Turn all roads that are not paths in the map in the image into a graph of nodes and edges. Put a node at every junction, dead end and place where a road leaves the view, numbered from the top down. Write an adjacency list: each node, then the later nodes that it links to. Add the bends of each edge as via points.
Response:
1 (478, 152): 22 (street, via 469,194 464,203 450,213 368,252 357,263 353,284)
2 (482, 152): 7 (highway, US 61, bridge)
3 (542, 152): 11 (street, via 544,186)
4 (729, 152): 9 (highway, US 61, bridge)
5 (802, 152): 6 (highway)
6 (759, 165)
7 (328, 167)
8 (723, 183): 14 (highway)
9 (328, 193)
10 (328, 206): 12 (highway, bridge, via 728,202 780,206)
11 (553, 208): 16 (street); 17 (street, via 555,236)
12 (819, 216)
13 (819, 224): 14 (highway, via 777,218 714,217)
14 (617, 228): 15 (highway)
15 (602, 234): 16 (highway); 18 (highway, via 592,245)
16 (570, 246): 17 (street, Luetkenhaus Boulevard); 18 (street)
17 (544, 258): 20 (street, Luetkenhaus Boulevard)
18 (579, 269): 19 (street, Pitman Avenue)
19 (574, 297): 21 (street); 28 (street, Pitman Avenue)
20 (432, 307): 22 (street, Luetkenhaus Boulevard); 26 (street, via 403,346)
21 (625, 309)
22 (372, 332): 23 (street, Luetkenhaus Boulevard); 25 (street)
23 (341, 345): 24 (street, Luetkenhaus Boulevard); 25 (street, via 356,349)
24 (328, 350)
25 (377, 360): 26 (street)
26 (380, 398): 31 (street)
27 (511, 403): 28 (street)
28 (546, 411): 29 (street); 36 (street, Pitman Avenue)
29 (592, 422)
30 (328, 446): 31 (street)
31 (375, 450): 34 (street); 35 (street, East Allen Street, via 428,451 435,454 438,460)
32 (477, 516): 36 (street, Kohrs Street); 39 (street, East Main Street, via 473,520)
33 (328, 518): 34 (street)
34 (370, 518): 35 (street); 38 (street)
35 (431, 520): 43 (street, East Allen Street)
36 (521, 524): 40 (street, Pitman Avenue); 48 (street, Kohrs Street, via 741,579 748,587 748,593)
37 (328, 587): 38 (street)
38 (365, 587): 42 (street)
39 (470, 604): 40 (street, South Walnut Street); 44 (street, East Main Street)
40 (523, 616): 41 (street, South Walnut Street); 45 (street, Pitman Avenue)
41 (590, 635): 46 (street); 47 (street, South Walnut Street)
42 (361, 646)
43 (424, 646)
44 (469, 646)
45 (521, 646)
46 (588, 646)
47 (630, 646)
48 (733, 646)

========================================================================

§ INSTRUCTIONS FOR THE TASK:
Write out every line from the entries where "Walnut" appears.

§ TASK ANSWER:
39 (470, 604): 40 (street, South Walnut Street); 44 (street, East Main Street)
40 (523, 616): 41 (street, South Walnut Street); 45 (street, Pitman Avenue)
41 (590, 635): 46 (street); 47 (street, South Walnut Street)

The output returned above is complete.